More reason for an app store
That's really why we'd like to see a proper app store for HomePod. It would be great if finding and installing apps would be as easy as it is on iPhone and smoother than it is on Apple Watch. Yet once they're installed, apps could both bring new functions and make the existing ones more reliable.
Right now, for instance, you have to know what iPhone apps to use and just how to create the right Siri Shortcut when all you want is to hear the radio through your HomePod. How much better to have a TuneIn Pro or IHeartRadio app on HomePod.
Perhaps dedicated apps would be better able to handle a back and forth conversation where you can practically discuss the weather forecast or narrow down restaurant choices with Siri.
Certainly, an alarm app made by a third party could get HomePod to wake you up with your choice of music instead of the current unchangeable tone.
And gaming developers are smart, there must be games they can make that work just with audio. It might be a waste of HomePod's audio quality to have it asking you quiz questions, but since Siri can understand what you say to it, this could actually be excellent. Maybe we could see the return of the classic Mac quiz app, "You Don't Know Jack".
Maybe we could see revision apps for students. Or perhaps HomePod could have an equivalent of Day One and we'd all dictate our diaries into it like we're in Star Trek.
Apps won't fix everything
If we just stop thinking of the HomePod as a music player and instead remember that it's the equivalent of a very heavy iPhone 6, this device could become extraordinarily capable.
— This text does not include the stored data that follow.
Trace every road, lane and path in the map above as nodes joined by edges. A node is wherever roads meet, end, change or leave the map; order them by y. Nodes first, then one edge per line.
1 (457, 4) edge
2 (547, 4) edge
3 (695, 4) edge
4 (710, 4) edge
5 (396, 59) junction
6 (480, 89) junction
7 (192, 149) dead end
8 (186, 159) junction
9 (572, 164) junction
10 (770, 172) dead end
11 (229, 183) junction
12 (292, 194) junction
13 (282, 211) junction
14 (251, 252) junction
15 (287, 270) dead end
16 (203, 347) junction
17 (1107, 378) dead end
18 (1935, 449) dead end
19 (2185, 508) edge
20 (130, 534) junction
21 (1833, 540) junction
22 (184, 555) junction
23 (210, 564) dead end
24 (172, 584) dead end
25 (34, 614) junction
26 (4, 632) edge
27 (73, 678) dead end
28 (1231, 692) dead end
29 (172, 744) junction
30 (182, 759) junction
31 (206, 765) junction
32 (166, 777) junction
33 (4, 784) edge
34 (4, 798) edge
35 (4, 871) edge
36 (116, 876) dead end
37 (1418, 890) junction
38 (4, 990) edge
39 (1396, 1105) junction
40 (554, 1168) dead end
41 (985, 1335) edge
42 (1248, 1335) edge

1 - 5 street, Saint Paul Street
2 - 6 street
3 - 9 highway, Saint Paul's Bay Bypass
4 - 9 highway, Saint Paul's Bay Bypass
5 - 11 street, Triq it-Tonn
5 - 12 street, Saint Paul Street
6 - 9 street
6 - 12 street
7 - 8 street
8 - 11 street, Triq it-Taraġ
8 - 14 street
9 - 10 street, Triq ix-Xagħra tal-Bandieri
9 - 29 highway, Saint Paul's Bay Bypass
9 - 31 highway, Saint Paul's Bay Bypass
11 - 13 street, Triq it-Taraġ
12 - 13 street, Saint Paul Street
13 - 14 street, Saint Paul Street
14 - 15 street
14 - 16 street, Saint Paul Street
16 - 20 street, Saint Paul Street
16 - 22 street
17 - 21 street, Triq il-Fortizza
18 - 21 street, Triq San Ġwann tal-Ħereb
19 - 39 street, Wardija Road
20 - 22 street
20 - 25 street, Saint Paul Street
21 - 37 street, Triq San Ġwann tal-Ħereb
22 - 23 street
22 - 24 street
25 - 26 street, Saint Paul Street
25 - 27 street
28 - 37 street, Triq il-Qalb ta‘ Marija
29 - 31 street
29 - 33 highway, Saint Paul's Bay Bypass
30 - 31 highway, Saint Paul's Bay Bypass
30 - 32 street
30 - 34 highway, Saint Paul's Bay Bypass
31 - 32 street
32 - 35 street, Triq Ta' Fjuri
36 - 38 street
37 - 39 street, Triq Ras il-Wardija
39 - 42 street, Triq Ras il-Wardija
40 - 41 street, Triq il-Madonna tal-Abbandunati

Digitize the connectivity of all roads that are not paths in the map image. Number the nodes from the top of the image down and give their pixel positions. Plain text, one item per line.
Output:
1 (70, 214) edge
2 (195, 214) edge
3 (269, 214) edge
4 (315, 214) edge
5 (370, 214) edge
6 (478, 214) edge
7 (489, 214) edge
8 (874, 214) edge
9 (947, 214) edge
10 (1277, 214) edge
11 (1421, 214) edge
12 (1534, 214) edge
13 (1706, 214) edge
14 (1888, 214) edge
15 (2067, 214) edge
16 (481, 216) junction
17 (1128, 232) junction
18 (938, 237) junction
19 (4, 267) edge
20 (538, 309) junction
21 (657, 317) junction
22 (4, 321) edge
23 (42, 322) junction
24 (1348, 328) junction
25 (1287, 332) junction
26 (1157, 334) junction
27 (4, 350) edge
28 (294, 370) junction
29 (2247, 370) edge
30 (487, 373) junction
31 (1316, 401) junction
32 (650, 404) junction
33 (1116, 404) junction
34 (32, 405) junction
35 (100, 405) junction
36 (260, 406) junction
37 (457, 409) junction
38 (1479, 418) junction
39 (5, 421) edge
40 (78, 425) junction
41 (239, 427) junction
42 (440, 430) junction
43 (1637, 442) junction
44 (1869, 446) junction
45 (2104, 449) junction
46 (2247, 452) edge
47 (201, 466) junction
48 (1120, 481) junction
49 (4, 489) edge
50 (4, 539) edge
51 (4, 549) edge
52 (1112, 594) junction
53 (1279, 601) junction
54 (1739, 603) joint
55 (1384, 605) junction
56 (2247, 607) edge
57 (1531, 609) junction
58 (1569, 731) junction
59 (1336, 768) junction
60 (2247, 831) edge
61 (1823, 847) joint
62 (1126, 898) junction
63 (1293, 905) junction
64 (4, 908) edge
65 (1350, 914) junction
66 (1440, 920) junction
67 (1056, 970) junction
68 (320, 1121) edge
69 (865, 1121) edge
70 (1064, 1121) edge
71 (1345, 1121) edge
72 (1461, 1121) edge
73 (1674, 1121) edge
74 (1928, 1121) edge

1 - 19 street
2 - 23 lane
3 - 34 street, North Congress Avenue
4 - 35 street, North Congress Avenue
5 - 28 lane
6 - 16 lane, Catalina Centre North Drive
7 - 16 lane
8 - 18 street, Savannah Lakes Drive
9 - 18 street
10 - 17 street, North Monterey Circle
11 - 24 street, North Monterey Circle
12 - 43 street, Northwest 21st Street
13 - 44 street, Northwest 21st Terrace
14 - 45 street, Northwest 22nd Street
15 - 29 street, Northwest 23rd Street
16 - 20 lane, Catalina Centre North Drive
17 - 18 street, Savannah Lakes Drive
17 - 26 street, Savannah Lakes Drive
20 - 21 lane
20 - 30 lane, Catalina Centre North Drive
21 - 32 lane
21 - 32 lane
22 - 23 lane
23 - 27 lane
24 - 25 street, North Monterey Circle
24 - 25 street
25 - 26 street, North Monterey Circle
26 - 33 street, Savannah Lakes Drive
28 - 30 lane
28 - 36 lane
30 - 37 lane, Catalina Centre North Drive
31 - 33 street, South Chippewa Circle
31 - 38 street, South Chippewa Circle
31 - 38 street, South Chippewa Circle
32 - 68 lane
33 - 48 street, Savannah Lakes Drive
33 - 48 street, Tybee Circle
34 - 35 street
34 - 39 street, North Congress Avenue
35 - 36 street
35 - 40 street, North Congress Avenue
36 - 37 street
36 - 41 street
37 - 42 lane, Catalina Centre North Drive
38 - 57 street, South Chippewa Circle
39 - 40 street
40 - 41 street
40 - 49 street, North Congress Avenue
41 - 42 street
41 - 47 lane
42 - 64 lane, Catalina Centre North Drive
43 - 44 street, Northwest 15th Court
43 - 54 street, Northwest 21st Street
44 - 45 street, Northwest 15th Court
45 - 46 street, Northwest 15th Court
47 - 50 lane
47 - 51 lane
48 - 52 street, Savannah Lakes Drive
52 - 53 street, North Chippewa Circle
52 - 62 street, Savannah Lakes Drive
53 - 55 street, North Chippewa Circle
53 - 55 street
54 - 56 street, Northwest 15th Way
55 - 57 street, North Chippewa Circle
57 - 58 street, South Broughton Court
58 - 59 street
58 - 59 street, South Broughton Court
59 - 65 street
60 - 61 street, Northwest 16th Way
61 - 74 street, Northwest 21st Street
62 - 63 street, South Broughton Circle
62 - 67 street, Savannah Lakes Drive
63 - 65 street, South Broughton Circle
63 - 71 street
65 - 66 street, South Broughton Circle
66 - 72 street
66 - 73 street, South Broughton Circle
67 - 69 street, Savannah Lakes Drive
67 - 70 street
However, there are certain possible features that will never come from third-party app developers and instead will have to be done by Apple.
Let us keep this brilliant-sounding music player, let us keep its simplicity and let us some day have HomePod apps. But we really need a way to let multiple people use the same HomePod to access their own messages, to make their own calls and to have their own Apple Music playlists.